Records from a data collection

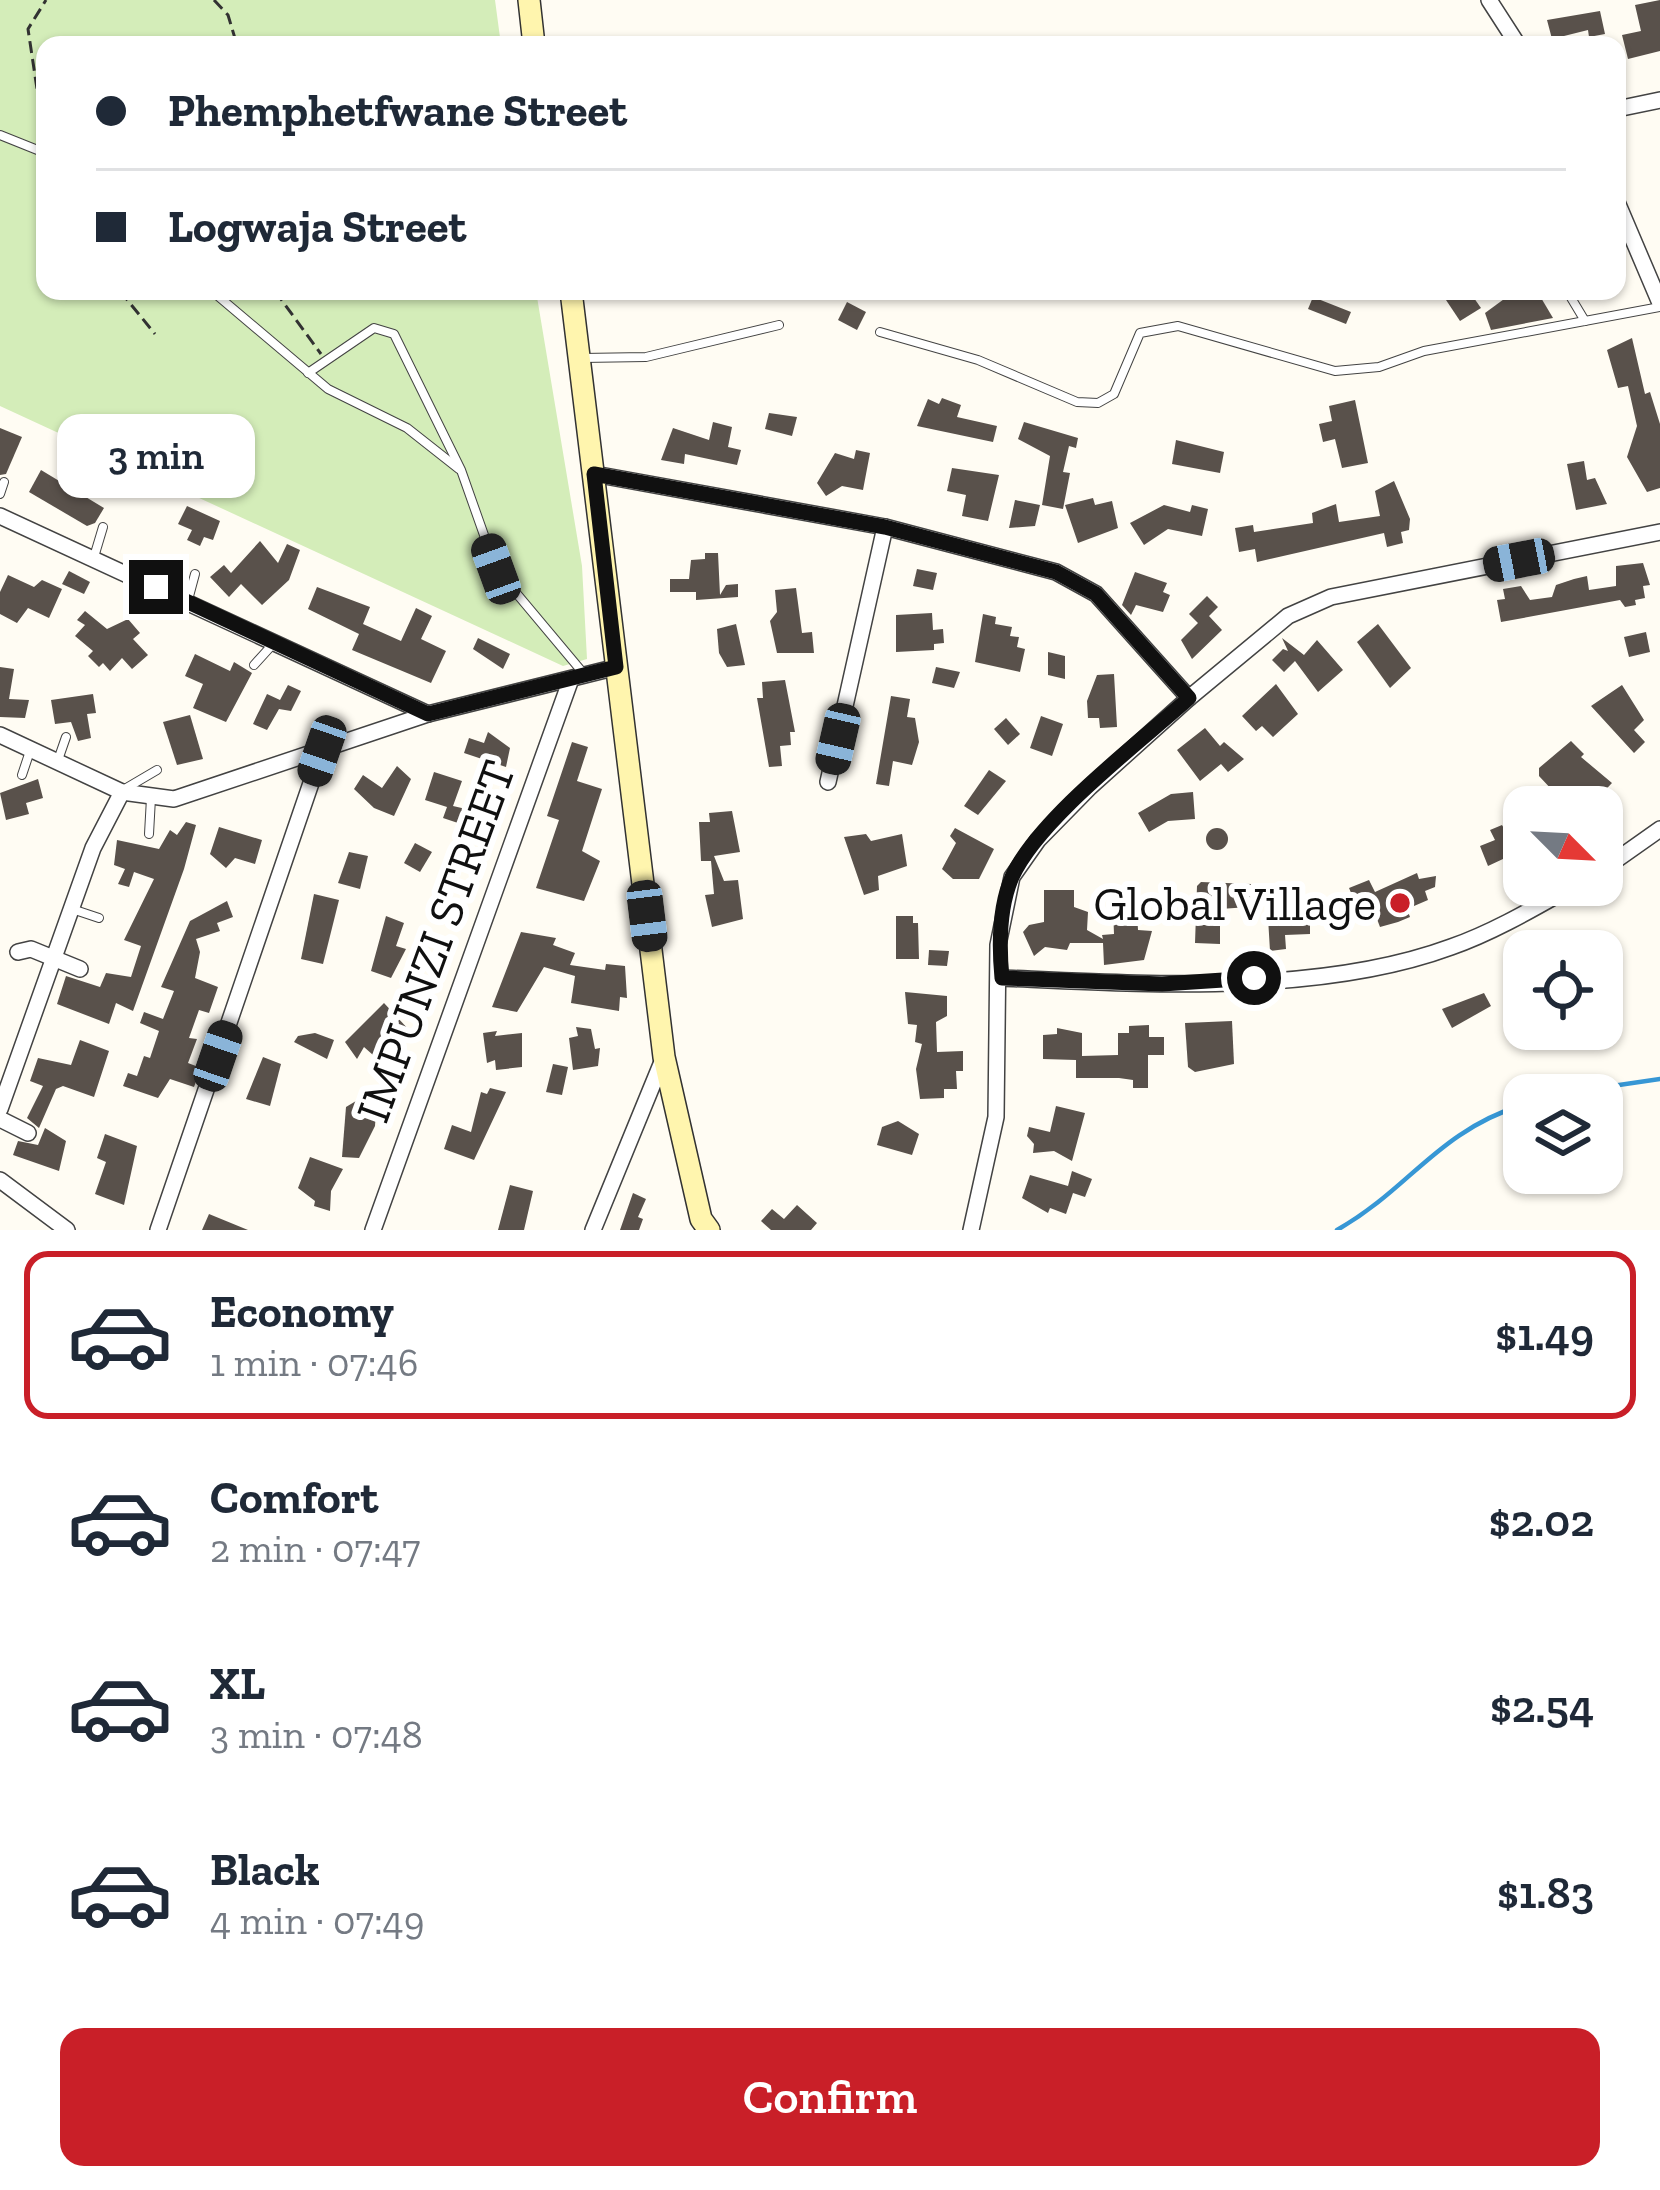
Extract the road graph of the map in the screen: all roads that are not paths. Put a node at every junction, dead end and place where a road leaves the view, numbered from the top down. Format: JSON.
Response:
{"nodes":[{"id":1,"x":529,"y":0,"type":"edge"},
{"id":2,"x":1489,"y":0,"type":"edge"},
{"id":3,"x":533,"y":36,"type":"edge"},
{"id":4,"x":1511,"y":36,"type":"edge"},
{"id":5,"x":1660,"y":100,"type":"edge"},
{"id":6,"x":1626,"y":107,"type":"edge"},
{"id":7,"x":0,"y":135,"type":"edge"},
{"id":8,"x":36,"y":149,"type":"edge"},
{"id":9,"x":1626,"y":224,"type":"edge"},
{"id":10,"x":223,"y":300,"type":"edge"},
{"id":11,"x":572,"y":300,"type":"edge"},
{"id":12,"x":1572,"y":300,"type":"edge"},
{"id":13,"x":1660,"y":305,"type":"edge"},
{"id":14,"x":1585,"y":321,"type":"junction"},
{"id":15,"x":779,"y":325,"type":"dead end"},
{"id":16,"x":880,"y":332,"type":"dead end"},
{"id":17,"x":580,"y":358,"type":"junction"},
{"id":18,"x":308,"y":373,"type":"junction"},
{"id":19,"x":460,"y":470,"type":"junction"},
{"id":20,"x":594,"y":474,"type":"junction"},
{"id":21,"x":4,"y":482,"type":"dead end"},
{"id":22,"x":0,"y":494,"type":"edge"},
{"id":23,"x":0,"y":516,"type":"edge"},
{"id":24,"x":103,"y":527,"type":"dead end"},
{"id":25,"x":885,"y":527,"type":"junction"},
{"id":26,"x":1660,"y":532,"type":"edge"},
{"id":27,"x":93,"y":558,"type":"junction"},
{"id":28,"x":195,"y":574,"type":"dead end"},
{"id":29,"x":187,"y":602,"type":"junction"},
{"id":30,"x":274,"y":642,"type":"junction"},
{"id":31,"x":254,"y":664,"type":"dead end"},
{"id":32,"x":616,"y":667,"type":"junction"},
{"id":33,"x":578,"y":677,"type":"junction"},
{"id":34,"x":1189,"y":698,"type":"junction"},
{"id":35,"x":428,"y":714,"type":"junction"},
{"id":36,"x":0,"y":735,"type":"edge"},
{"id":37,"x":66,"y":737,"type":"dead end"},
{"id":38,"x":31,"y":749,"type":"junction"},
{"id":39,"x":322,"y":751,"type":"junction"},
{"id":40,"x":57,"y":761,"type":"junction"},
{"id":41,"x":157,"y":770,"type":"dead end"},
{"id":42,"x":22,"y":775,"type":"dead end"},
{"id":43,"x":828,"y":782,"type":"dead end"},
{"id":44,"x":122,"y":792,"type":"junction"},
{"id":45,"x":152,"y":798,"type":"junction"},
{"id":46,"x":1660,"y":829,"type":"edge"},
{"id":47,"x":149,"y":834,"type":"dead end"},
{"id":48,"x":1623,"y":855,"type":"edge"},
{"id":49,"x":1533,"y":906,"type":"edge"},
{"id":50,"x":71,"y":908,"type":"junction"},
{"id":51,"x":99,"y":918,"type":"dead end"},
{"id":52,"x":18,"y":952,"type":"dead end"},
{"id":53,"x":54,"y":959,"type":"junction"},
{"id":54,"x":80,"y":969,"type":"dead end"},
{"id":55,"x":1002,"y":978,"type":"junction"},
{"id":56,"x":664,"y":1058,"type":"junction"},
{"id":57,"x":0,"y":1109,"type":"edge"},
{"id":58,"x":0,"y":1119,"type":"edge"},
{"id":59,"x":28,"y":1132,"type":"dead end"},
{"id":60,"x":0,"y":1180,"type":"edge"},
{"id":61,"x":67,"y":1230,"type":"edge"},
{"id":62,"x":158,"y":1230,"type":"edge"},
{"id":63,"x":373,"y":1230,"type":"edge"},
{"id":64,"x":593,"y":1230,"type":"edge"},
{"id":65,"x":709,"y":1230,"type":"edge"},
{"id":66,"x":971,"y":1230,"type":"edge"}],
"edges":[{"from":1,"to":3,"type":"street"},
{"from":2,"to":4,"type":"street"},
{"from":5,"to":6,"type":"street"},
{"from":7,"to":8,"type":"lane"},
{"from":9,"to":13,"type":"street"},
{"from":10,"to":18,"type":"lane"},
{"from":11,"to":17,"type":"street"},
{"from":12,"to":14,"type":"lane"},
{"from":13,"to":14,"type":"lane"},
{"from":14,"to":16,"type":"lane"},
{"from":15,"to":17,"type":"lane"},
{"from":17,"to":20,"type":"street"},
{"from":18,"to":19,"type":"lane"},
{"from":18,"to":19,"type":"lane"},
{"from":19,"to":33,"type":"lane"},
{"from":20,"to":25,"type":"street"},
{"from":20,"to":32,"type":"street"},
{"from":21,"to":22,"type":"lane"},
{"from":23,"to":27,"type":"street"},
{"from":24,"to":27,"type":"lane"},
{"from":25,"to":34,"type":"street"},
{"from":25,"to":43,"type":"street"},
{"from":26,"to":34,"type":"street"},
{"from":27,"to":29,"type":"street"},
{"from":28,"to":29,"type":"lane"},
{"from":29,"to":30,"type":"street"},
{"from":30,"to":31,"type":"lane"},
{"from":30,"to":35,"type":"street"},
{"from":32,"to":33,"type":"street"},
{"from":32,"to":56,"type":"street"},
{"from":33,"to":35,"type":"street"},
{"from":33,"to":63,"type":"street","name":"IMPUNZI STREET"},
{"from":34,"to":55,"type":"street"},
{"from":35,"to":39,"type":"street"},
{"from":36,"to":38,"type":"street"},
{"from":37,"to":40,"type":"lane"},
{"from":38,"to":40,"type":"street"},
{"from":38,"to":42,"type":"lane"},
{"from":39,"to":45,"type":"street"},
{"from":39,"to":62,"type":"street"},
{"from":40,"to":44,"type":"street"},
{"from":41,"to":44,"type":"lane"},
{"from":44,"to":45,"type":"street"},
{"from":44,"to":50,"type":"street"},
{"from":45,"to":47,"type":"lane"},
{"from":46,"to":48,"type":"street"},
{"from":49,"to":55,"type":"street"},
{"from":50,"to":51,"type":"lane"},
{"from":50,"to":53,"type":"street"},
{"from":52,"to":53,"type":"street"},
{"from":53,"to":54,"type":"street"},
{"from":53,"to":57,"type":"street"},
{"from":55,"to":66,"type":"street"},
{"from":56,"to":64,"type":"street"},
{"from":56,"to":65,"type":"street"},
{"from":58,"to":59,"type":"street"},
{"from":60,"to":61,"type":"street"}]}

* _The problem_
Output the records above in their entirety and exactly, leaving out all images.

* _Result for this task_
Extract the road graph of the map in the screen: all roads that are not paths. Put a node at every junction, dead end and place where a road leaves the view, numbered from the top down. Format: JSON.
Response:
{"nodes":[{"id":1,"x":529,"y":0,"type":"edge"},
{"id":2,"x":1489,"y":0,"type":"edge"},
{"id":3,"x":533,"y":36,"type":"edge"},
{"id":4,"x":1511,"y":36,"type":"edge"},
{"id":5,"x":1660,"y":100,"type":"edge"},
{"id":6,"x":1626,"y":107,"type":"edge"},
{"id":7,"x":0,"y":135,"type":"edge"},
{"id":8,"x":36,"y":149,"type":"edge"},
{"id":9,"x":1626,"y":224,"type":"edge"},
{"id":10,"x":223,"y":300,"type":"edge"},
{"id":11,"x":572,"y":300,"type":"edge"},
{"id":12,"x":1572,"y":300,"type":"edge"},
{"id":13,"x":1660,"y":305,"type":"edge"},
{"id":14,"x":1585,"y":321,"type":"junction"},
{"id":15,"x":779,"y":325,"type":"dead end"},
{"id":16,"x":880,"y":332,"type":"dead end"},
{"id":17,"x":580,"y":358,"type":"junction"},
{"id":18,"x":308,"y":373,"type":"junction"},
{"id":19,"x":460,"y":470,"type":"junction"},
{"id":20,"x":594,"y":474,"type":"junction"},
{"id":21,"x":4,"y":482,"type":"dead end"},
{"id":22,"x":0,"y":494,"type":"edge"},
{"id":23,"x":0,"y":516,"type":"edge"},
{"id":24,"x":103,"y":527,"type":"dead end"},
{"id":25,"x":885,"y":527,"type":"junction"},
{"id":26,"x":1660,"y":532,"type":"edge"},
{"id":27,"x":93,"y":558,"type":"junction"},
{"id":28,"x":195,"y":574,"type":"dead end"},
{"id":29,"x":187,"y":602,"type":"junction"},
{"id":30,"x":274,"y":642,"type":"junction"},
{"id":31,"x":254,"y":664,"type":"dead end"},
{"id":32,"x":616,"y":667,"type":"junction"},
{"id":33,"x":578,"y":677,"type":"junction"},
{"id":34,"x":1189,"y":698,"type":"junction"},
{"id":35,"x":428,"y":714,"type":"junction"},
{"id":36,"x":0,"y":735,"type":"edge"},
{"id":37,"x":66,"y":737,"type":"dead end"},
{"id":38,"x":31,"y":749,"type":"junction"},
{"id":39,"x":322,"y":751,"type":"junction"},
{"id":40,"x":57,"y":761,"type":"junction"},
{"id":41,"x":157,"y":770,"type":"dead end"},
{"id":42,"x":22,"y":775,"type":"dead end"},
{"id":43,"x":828,"y":782,"type":"dead end"},
{"id":44,"x":122,"y":792,"type":"junction"},
{"id":45,"x":152,"y":798,"type":"junction"},
{"id":46,"x":1660,"y":829,"type":"edge"},
{"id":47,"x":149,"y":834,"type":"dead end"},
{"id":48,"x":1623,"y":855,"type":"edge"},
{"id":49,"x":1533,"y":906,"type":"edge"},
{"id":50,"x":71,"y":908,"type":"junction"},
{"id":51,"x":99,"y":918,"type":"dead end"},
{"id":52,"x":18,"y":952,"type":"dead end"},
{"id":53,"x":54,"y":959,"type":"junction"},
{"id":54,"x":80,"y":969,"type":"dead end"},
{"id":55,"x":1002,"y":978,"type":"junction"},
{"id":56,"x":664,"y":1058,"type":"junction"},
{"id":57,"x":0,"y":1109,"type":"edge"},
{"id":58,"x":0,"y":1119,"type":"edge"},
{"id":59,"x":28,"y":1132,"type":"dead end"},
{"id":60,"x":0,"y":1180,"type":"edge"},
{"id":61,"x":67,"y":1230,"type":"edge"},
{"id":62,"x":158,"y":1230,"type":"edge"},
{"id":63,"x":373,"y":1230,"type":"edge"},
{"id":64,"x":593,"y":1230,"type":"edge"},
{"id":65,"x":709,"y":1230,"type":"edge"},
{"id":66,"x":971,"y":1230,"type":"edge"}],
"edges":[{"from":1,"to":3,"type":"street"},
{"from":2,"to":4,"type":"street"},
{"from":5,"to":6,"type":"street"},
{"from":7,"to":8,"type":"lane"},
{"from":9,"to":13,"type":"street"},
{"from":10,"to":18,"type":"lane"},
{"from":11,"to":17,"type":"street"},
{"from":12,"to":14,"type":"lane"},
{"from":13,"to":14,"type":"lane"},
{"from":14,"to":16,"type":"lane"},
{"from":15,"to":17,"type":"lane"},
{"from":17,"to":20,"type":"street"},
{"from":18,"to":19,"type":"lane"},
{"from":18,"to":19,"type":"lane"},
{"from":19,"to":33,"type":"lane"},
{"from":20,"to":25,"type":"street"},
{"from":20,"to":32,"type":"street"},
{"from":21,"to":22,"type":"lane"},
{"from":23,"to":27,"type":"street"},
{"from":24,"to":27,"type":"lane"},
{"from":25,"to":34,"type":"street"},
{"from":25,"to":43,"type":"street"},
{"from":26,"to":34,"type":"street"},
{"from":27,"to":29,"type":"street"},
{"from":28,"to":29,"type":"lane"},
{"from":29,"to":30,"type":"street"},
{"from":30,"to":31,"type":"lane"},
{"from":30,"to":35,"type":"street"},
{"from":32,"to":33,"type":"street"},
{"from":32,"to":56,"type":"street"},
{"from":33,"to":35,"type":"street"},
{"from":33,"to":63,"type":"street","name":"IMPUNZI STREET"},
{"from":34,"to":55,"type":"street"},
{"from":35,"to":39,"type":"street"},
{"from":36,"to":38,"type":"street"},
{"from":37,"to":40,"type":"lane"},
{"from":38,"to":40,"type":"street"},
{"from":38,"to":42,"type":"lane"},
{"from":39,"to":45,"type":"street"},
{"from":39,"to":62,"type":"street"},
{"from":40,"to":44,"type":"street"},
{"from":41,"to":44,"type":"lane"},
{"from":44,"to":45,"type":"street"},
{"from":44,"to":50,"type":"street"},
{"from":45,"to":47,"type":"lane"},
{"from":46,"to":48,"type":"street"},
{"from":49,"to":55,"type":"street"},
{"from":50,"to":51,"type":"lane"},
{"from":50,"to":53,"type":"street"},
{"from":52,"to":53,"type":"street"},
{"from":53,"to":54,"type":"street"},
{"from":53,"to":57,"type":"street"},
{"from":55,"to":66,"type":"street"},
{"from":56,"to":64,"type":"street"},
{"from":56,"to":65,"type":"street"},
{"from":58,"to":59,"type":"street"},
{"from":60,"to":61,"type":"street"}]}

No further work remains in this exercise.